Do birds get ticks?
This has been an especially prolific year for ticks in the northeastern region of the United States. We've had so many in our yard that I've given up gardening and switched to planting in pots!
We find them on ourselves frequently after filling our large number of bird feeders and bird baths. I think they're mostly in the tall grasses, wildflowers, other plants, and the regular lawn. I don't think they live in trees, though I'm not sure. Perhaps they're in the lower sections, near the grasses and vines.
There are very few deer in this neighborhood, but I know dogs and other animals, like the fox that's been wandering through every once in a while, leave ticks here for our enjoyment!
It only recently occurred to me that birds might be affected. We can clean up most of the obvious places where the ticks hide in our yard, but that doesn't mean the birds are safe. Obviously we can't clean up the woods or water sources inhabited by the wild birds.

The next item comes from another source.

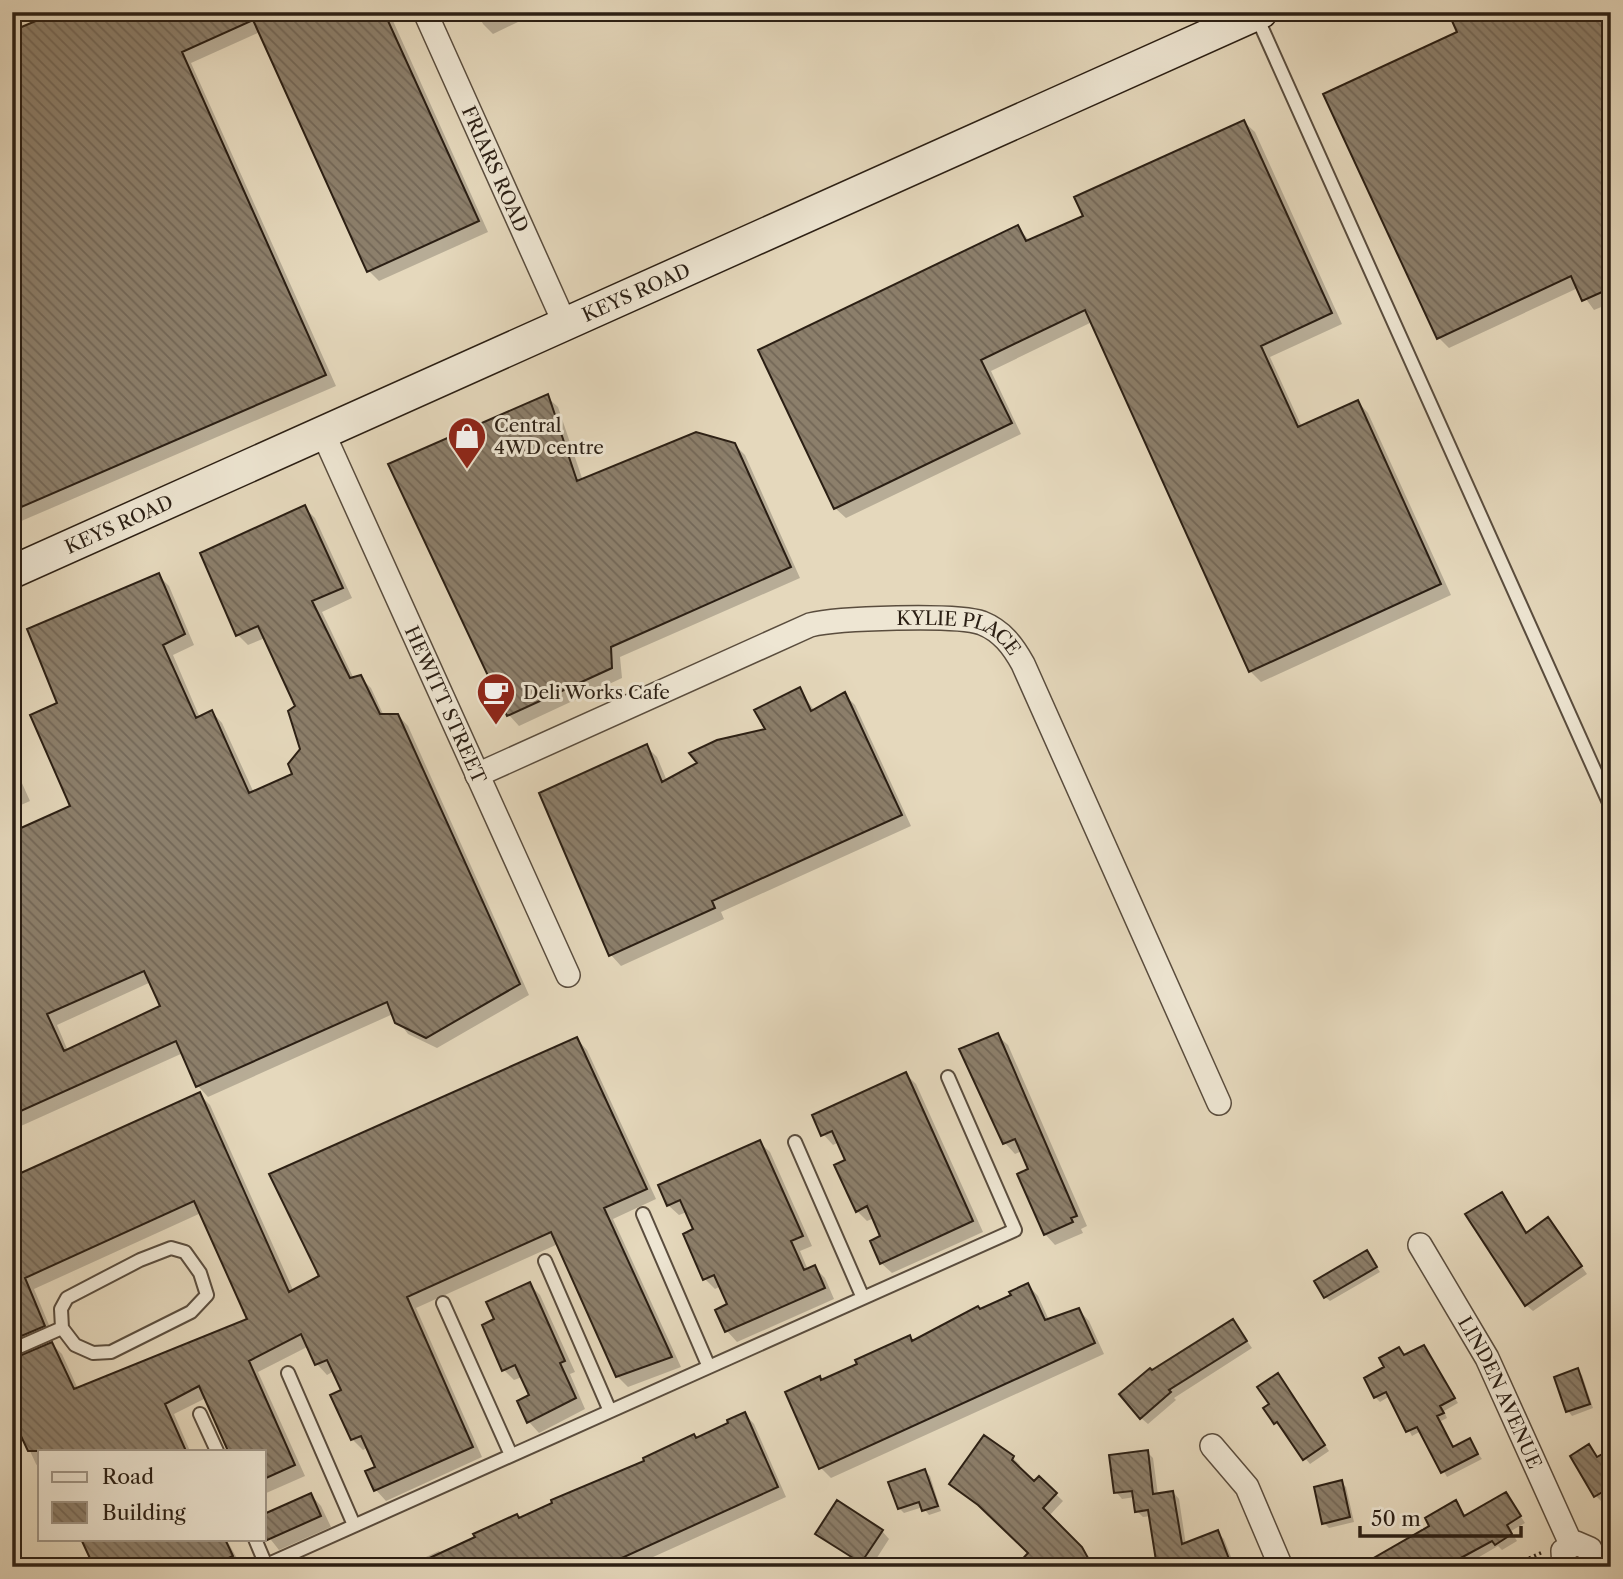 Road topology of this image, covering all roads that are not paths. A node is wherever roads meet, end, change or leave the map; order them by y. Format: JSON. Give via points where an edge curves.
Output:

I don't recall hearing that birds are affected by ticks, but I've never studied it either. Do ticks like birds, whether in the yard or in the wild? If so, do they bite them as they do with humans, or do they hang on and use the birds as carriers?

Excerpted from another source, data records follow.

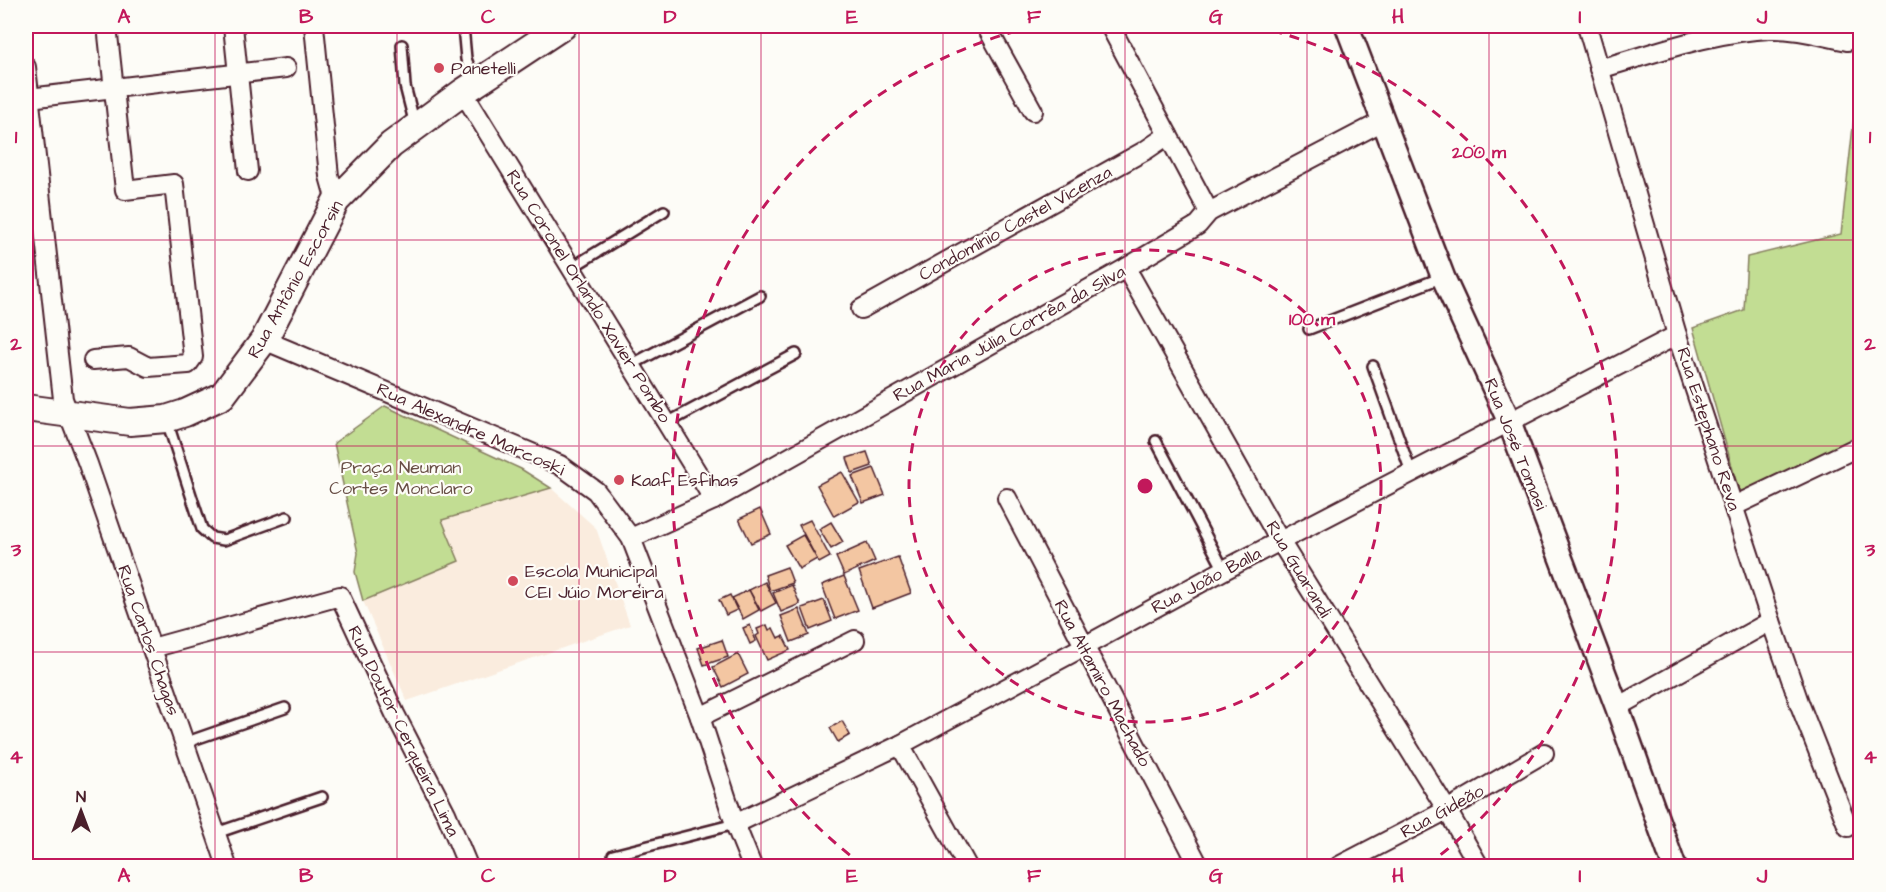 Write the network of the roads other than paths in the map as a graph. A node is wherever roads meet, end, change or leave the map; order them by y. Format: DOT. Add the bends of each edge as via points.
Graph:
graph roads {
  1 [pos="107,26"];
  2 [pos="233,26"];
  3 [pos="314,26"];
  4 [pos="463,26"];
  5 [pos="560,26"];
  6 [pos="986,26"];
  7 [pos="1110,26"];
  8 [pos="1347,26"];
  9 [pos="1587,26"];
  10 [pos="1805,29"];
  11 [pos="1847,41"];
  12 [pos="402,45"];
  13 [pos="26,67"];
  14 [pos="286,68"];
  15 [pos="1599,69"];
  16 [pos="238,73"];
  17 [pos="113,88"];
  18 [pos="469,88"];
  19 [pos="29,98"];
  20 [pos="1033,111"];
  21 [pos="1383,121"];
  22 [pos="416,127"];
  23 [pos="1168,135"];
  24 [pos="248,171"];
  25 [pos="336,201"];
  26 [pos="664,211"];
  27 [pos="1209,212"];
  28 [pos="1126,267"];
  29 [pos="571,268"];
  30 [pos="1443,278"];
  31 [pos="760,296"];
  32 [pos="861,309"];
  33 [pos="1309,328"];
  34 [pos="1677,335"];
  35 [pos="264,340"];
  36 [pos="796,354"];
  37 [pos="93,360"];
  38 [pos="631,365"];
  39 [pos="1372,366"];
  40 [pos="26,408"];
  41 [pos="68,414"];
  42 [pos="166,419"];
  43 [pos="1509,420"];
  44 [pos="667,423"];
  45 [pos="1156,441"];
  46 [pos="1860,446"];
  47 [pos="1411,472"];
  48 [pos="1007,498"];
  49 [pos="714,500"];
  50 [pos="1734,506"];
  51 [pos="288,517"];
  52 [pos="631,538"];
  53 [pos="1280,541"];
  54 [pos="1224,570"];
  55 [pos="1771,621"];
  56 [pos="855,640"];
  57 [pos="1083,647"];
  58 [pos="152,648"];
  59 [pos="1617,707"];
  60 [pos="285,708"];
  61 [pos="699,717"];
  62 [pos="184,743"];
  63 [pos="900,745"];
  64 [pos="1544,753"];
  65 [pos="322,797"];
  66 [pos="1447,810"];
  67 [pos="735,824"];
  68 [pos="1848,826"];
  69 [pos="216,832"];
  70 [pos="613,855"];
  71 [pos="227,867"];
  72 [pos="468,867"];
  73 [pos="752,867"];
  74 [pos="967,867"];
  75 [pos="1199,867"];
  76 [pos="1339,867"];
  77 [pos="1479,867"];
  78 [pos="1674,867"];
  1 -- 17 [label="street"];
  2 -- 16 [label="street"];
  3 -- 25 [label="street" via="329,176"];
  4 -- 18 [label="lane"];
  5 -- 18 [label="main road, Rua Antônio Escorsin"];
  6 -- 20 [label="street"];
  7 -- 23 [label="street"];
  8 -- 21 [label="street, Rua José Tomasi"];
  9 -- 15 [label="street, Rua Estephano Reva"];
  10 -- 11 [label="street"];
  10 -- 15 [label="street" via="1718,35"];
  12 -- 22 [label="lane" via="405,86"];
  13 -- 19 [label="street, Rua Carlos Chagas"];
  14 -- 16 [label="street"];
  15 -- 34 [label="street, Rua Estephano Reva"];
  16 -- 17 [label="street"];
  16 -- 24 [label="street"];
  17 -- 19 [label="street"];
  17 -- 37 [label="street" via="125,190 174,184 193,357 188,364 148,367 129,357"];
  18 -- 22 [label="main road, Rua Antônio Escorsin"];
  18 -- 29 [label="street, Rua Coronel Orlando Xavier Pombo"];
  19 -- 41 [label="street, Rua Carlos Chagas" via="63,399"];
  21 -- 27 [label="street, Rua Maria Júlia Corrêa da Silva"];
  21 -- 30 [label="street, Rua José Tomasi"];
  22 -- 25 [label="main road, Rua Antônio Escorsin" via="391,146"];
  23 -- 27 [label="street"];
  23 -- 32 [label="street, Condomínio Castel Vicenza"];
  25 -- 35 [label="main road, Rua Antônio Escorsin"];
  26 -- 29 [label="lane"];
  27 -- 28 [label="street, Rua Maria Júlia Corrêa da Silva" via="1198,225"];
  28 -- 49 [label="street, Rua Maria Júlia Corrêa da Silva"];
  28 -- 53 [label="street, Rua Guarandi"];
  29 -- 38 [label="street, Rua Coronel Orlando Xavier Pombo"];
  30 -- 33 [label="lane"];
  30 -- 43 [label="street, Rua José Tomasi"];
  31 -- 38 [label="lane"];
  34 -- 43 [label="street, Rua João Balla"];
  34 -- 50 [label="street, Rua Estephano Reva"];
  35 -- 42 [label="main road, Rua Antônio Escorsin" via="222,396"];
  35 -- 52 [label="street, Rua Alexandre Marcoski" via="560,465 596,492"];
  36 -- 44 [label="lane"];
  38 -- 44 [label="street, Rua Coronel Orlando Xavier Pombo"];
  39 -- 47 [label="lane"];
  40 -- 41 [label="main road, Rua Antônio Escorsin"];
  41 -- 42 [label="main road, Rua Antônio Escorsin" via="130,422"];
  41 -- 58 [label="street, Rua Carlos Chagas"];
  42 -- 51 [label="lane" via="202,529 212,538 224,540"];
  43 -- 47 [label="street, Rua João Balla"];
  43 -- 59 [label="street, Rua José Tomasi"];
  44 -- 49 [label="street, Rua Coronel Orlando Xavier Pombo"];
  45 -- 54 [label="lane"];
  46 -- 50 [label="street"];
  47 -- 53 [label="street, Rua João Balla"];
  48 -- 57 [label="street, Rua Altamiro Machado"];
  49 -- 52 [label="street, Rua Maria Júlia Corrêa da Silva"];
  50 -- 55 [label="street, Rua Estephano Reva"];
  52 -- 61 [label="street, Rua Alexandre Marcoski"];
  53 -- 54 [label="street, Rua João Balla"];
  53 -- 66 [label="street, Rua Guarandi"];
  54 -- 57 [label="street, Rua João Balla"];
  55 -- 59 [label="street"];
  55 -- 68 [label="street, Rua Estephano Reva"];
  56 -- 61 [label="street"];
  57 -- 63 [label="street, Rua João Balla"];
  57 -- 75 [label="street, Rua Altamiro Machado"];
  58 -- 62 [label="street, Rua Carlos Chagas"];
  58 -- 72 [label="street, Rua Doutor Cerqueira Lima" via="340,596 394,714 446,813"];
  59 -- 78 [label="street, Rua José Tomasi"];
  60 -- 62 [label="lane"];
  61 -- 67 [label="street, Rua Alexandre Marcoski"];
  62 -- 69 [label="street, Rua Carlos Chagas"];
  63 -- 67 [label="street, Rua João Balla"];
  63 -- 74 [label="street"];
  64 -- 66 [label="street, Rua Gideão"];
  65 -- 69 [label="lane"];
  66 -- 76 [label="street, Rua Gideão"];
  66 -- 77 [label="street, Rua Guarandi"];
  67 -- 70 [label="lane"];
  67 -- 73 [label="street, Rua Alexandre Marcoski"];
  69 -- 71 [label="street, Rua Carlos Chagas"];
}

This post was sourced from https://outdoors.stackexchange.com/q/16653. It is licensed under CC BY-SA 3.0.
1 answer
Yes, birds can get ticks.
I found some sources online, amongst them this paper, which also contains information about birds and borreliosis.
Primarily wild living birds are affected by ticks. Ticks use them as host and bite them, feed on them. The birds can spread borelliosis , and while the ticks don't just hang on birds to use them as a carrier, birds can carry ticks over large distances. Due to to lifecycles of ticks as a larvae, nymph and adult, ticks can actually make use of this relocation and infest new areas.
An interesting additional information is that healthy birds can do well with a tick sucking their blood. However, if a smaller bird is host to multiple ticks, it can succumb the blood loss and die.